**EXERCISE OBJECTIVE**. Report each line of the data that includes the word "Cancha".
· · · ·
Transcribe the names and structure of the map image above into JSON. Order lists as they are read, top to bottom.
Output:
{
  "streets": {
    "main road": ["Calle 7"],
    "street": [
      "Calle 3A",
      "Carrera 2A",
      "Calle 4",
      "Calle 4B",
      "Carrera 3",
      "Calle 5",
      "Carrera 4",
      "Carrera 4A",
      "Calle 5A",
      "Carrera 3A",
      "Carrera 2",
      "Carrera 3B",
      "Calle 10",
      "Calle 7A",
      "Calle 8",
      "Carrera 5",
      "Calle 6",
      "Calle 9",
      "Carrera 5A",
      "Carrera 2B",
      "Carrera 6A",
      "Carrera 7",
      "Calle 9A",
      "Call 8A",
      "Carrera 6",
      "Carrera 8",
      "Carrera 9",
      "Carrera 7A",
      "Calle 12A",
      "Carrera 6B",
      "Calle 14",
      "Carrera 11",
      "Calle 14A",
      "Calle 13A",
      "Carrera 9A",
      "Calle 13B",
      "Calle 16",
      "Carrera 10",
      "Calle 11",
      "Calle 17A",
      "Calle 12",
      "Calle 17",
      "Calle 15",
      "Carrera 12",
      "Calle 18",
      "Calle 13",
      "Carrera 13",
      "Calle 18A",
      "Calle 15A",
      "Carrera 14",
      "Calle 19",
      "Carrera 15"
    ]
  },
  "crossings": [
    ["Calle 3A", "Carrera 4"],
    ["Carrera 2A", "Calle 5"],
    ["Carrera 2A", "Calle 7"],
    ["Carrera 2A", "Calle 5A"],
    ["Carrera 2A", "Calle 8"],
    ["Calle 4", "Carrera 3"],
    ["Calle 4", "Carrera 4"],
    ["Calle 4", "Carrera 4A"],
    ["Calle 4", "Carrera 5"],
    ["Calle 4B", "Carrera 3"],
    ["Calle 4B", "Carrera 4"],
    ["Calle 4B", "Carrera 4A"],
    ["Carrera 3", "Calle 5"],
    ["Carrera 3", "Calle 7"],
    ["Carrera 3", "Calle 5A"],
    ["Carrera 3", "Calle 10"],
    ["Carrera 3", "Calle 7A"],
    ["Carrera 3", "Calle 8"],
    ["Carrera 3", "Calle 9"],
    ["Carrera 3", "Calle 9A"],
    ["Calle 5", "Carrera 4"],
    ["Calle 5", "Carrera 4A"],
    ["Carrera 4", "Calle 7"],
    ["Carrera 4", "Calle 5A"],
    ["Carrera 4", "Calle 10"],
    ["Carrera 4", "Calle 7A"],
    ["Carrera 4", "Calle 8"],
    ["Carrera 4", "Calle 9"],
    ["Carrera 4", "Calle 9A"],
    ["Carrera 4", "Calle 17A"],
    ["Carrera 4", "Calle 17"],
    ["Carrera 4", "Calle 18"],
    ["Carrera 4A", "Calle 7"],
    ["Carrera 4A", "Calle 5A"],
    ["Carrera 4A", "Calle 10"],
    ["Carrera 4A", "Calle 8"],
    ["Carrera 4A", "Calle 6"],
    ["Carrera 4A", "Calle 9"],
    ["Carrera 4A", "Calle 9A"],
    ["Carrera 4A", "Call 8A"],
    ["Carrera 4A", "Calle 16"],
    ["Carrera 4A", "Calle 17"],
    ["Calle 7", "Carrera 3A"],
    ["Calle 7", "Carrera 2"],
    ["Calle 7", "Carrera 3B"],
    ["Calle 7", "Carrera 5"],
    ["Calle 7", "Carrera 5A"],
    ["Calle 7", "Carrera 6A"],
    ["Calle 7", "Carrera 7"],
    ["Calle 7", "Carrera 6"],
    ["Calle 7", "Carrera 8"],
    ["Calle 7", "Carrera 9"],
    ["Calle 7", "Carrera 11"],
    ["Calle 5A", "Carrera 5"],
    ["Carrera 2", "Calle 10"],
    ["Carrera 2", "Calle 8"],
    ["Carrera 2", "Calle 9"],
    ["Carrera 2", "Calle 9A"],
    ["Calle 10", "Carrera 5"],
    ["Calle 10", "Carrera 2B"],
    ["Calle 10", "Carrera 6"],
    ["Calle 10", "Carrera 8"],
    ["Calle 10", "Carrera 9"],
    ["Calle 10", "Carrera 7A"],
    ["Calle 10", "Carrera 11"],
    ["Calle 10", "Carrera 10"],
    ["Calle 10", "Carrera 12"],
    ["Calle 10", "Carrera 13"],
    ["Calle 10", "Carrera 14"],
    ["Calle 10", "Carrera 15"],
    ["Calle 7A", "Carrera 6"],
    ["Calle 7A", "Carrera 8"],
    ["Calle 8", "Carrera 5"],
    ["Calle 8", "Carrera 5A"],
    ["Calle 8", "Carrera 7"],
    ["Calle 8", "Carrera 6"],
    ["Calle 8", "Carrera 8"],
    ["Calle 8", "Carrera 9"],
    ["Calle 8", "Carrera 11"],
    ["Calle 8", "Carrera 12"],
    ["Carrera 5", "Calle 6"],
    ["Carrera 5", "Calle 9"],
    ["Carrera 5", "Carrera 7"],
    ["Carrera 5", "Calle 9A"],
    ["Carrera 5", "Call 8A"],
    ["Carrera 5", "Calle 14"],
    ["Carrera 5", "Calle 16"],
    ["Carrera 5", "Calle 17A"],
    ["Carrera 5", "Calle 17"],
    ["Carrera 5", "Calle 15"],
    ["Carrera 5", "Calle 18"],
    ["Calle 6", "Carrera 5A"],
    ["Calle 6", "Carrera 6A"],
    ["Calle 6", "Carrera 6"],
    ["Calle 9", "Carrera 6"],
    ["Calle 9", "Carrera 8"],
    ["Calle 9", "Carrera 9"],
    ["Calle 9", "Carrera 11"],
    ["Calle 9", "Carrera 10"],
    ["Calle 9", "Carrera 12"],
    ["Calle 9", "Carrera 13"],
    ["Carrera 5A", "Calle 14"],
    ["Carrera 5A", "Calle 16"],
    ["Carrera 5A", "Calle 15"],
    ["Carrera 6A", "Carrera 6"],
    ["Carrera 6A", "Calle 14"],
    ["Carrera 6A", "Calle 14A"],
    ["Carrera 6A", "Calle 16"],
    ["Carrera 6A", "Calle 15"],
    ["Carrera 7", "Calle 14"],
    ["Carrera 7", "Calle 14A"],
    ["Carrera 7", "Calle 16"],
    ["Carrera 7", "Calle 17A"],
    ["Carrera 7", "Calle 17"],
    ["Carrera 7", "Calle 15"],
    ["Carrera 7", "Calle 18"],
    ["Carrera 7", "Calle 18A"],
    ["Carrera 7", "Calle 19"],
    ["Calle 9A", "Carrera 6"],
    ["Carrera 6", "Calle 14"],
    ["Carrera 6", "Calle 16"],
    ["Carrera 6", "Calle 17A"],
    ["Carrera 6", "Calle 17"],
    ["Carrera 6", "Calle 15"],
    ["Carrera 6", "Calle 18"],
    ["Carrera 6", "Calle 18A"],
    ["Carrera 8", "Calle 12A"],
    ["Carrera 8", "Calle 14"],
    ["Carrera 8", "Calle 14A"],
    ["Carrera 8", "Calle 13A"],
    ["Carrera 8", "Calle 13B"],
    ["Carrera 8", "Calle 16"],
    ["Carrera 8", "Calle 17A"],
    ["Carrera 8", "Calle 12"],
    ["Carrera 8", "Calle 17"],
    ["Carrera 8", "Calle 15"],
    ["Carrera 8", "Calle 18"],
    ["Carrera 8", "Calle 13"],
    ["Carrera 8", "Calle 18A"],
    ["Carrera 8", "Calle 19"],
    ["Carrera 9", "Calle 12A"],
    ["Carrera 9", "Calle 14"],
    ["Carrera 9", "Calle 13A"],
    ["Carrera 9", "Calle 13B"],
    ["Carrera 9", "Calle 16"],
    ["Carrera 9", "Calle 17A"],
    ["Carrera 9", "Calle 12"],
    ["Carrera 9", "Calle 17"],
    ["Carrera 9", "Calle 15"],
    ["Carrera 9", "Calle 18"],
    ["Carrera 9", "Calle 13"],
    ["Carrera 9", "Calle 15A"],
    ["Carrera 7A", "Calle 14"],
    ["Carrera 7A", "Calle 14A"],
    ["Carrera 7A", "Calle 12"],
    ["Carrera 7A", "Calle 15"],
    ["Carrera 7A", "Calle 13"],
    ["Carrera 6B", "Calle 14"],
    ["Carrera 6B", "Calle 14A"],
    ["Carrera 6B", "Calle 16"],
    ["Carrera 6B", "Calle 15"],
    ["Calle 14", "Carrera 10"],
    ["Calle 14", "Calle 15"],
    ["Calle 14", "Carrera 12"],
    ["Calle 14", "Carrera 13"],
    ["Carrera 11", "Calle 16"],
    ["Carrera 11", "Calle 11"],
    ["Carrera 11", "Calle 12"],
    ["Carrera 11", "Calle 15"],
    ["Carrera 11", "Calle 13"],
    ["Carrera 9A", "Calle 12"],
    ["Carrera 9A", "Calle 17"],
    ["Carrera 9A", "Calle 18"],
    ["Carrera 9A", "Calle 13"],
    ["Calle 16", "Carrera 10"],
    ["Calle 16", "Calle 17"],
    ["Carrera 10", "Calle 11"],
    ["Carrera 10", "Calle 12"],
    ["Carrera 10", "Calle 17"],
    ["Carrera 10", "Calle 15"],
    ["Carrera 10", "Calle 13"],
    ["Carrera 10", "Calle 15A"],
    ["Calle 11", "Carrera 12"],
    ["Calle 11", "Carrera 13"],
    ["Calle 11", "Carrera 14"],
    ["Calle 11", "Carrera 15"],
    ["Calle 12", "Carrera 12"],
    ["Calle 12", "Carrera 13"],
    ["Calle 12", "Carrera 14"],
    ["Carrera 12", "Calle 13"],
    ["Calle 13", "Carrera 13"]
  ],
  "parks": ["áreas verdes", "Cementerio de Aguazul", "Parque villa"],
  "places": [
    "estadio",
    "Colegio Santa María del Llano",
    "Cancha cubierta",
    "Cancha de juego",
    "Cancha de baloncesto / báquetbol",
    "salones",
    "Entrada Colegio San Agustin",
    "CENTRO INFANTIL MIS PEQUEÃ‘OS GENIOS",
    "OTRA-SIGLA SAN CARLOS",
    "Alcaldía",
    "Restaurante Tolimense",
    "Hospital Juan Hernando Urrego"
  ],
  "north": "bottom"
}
· · · ·
**YOUR SOLUTION**.
    "Cancha cubierta",
    "Cancha de juego",
    "Cancha de baloncesto / báquetbol",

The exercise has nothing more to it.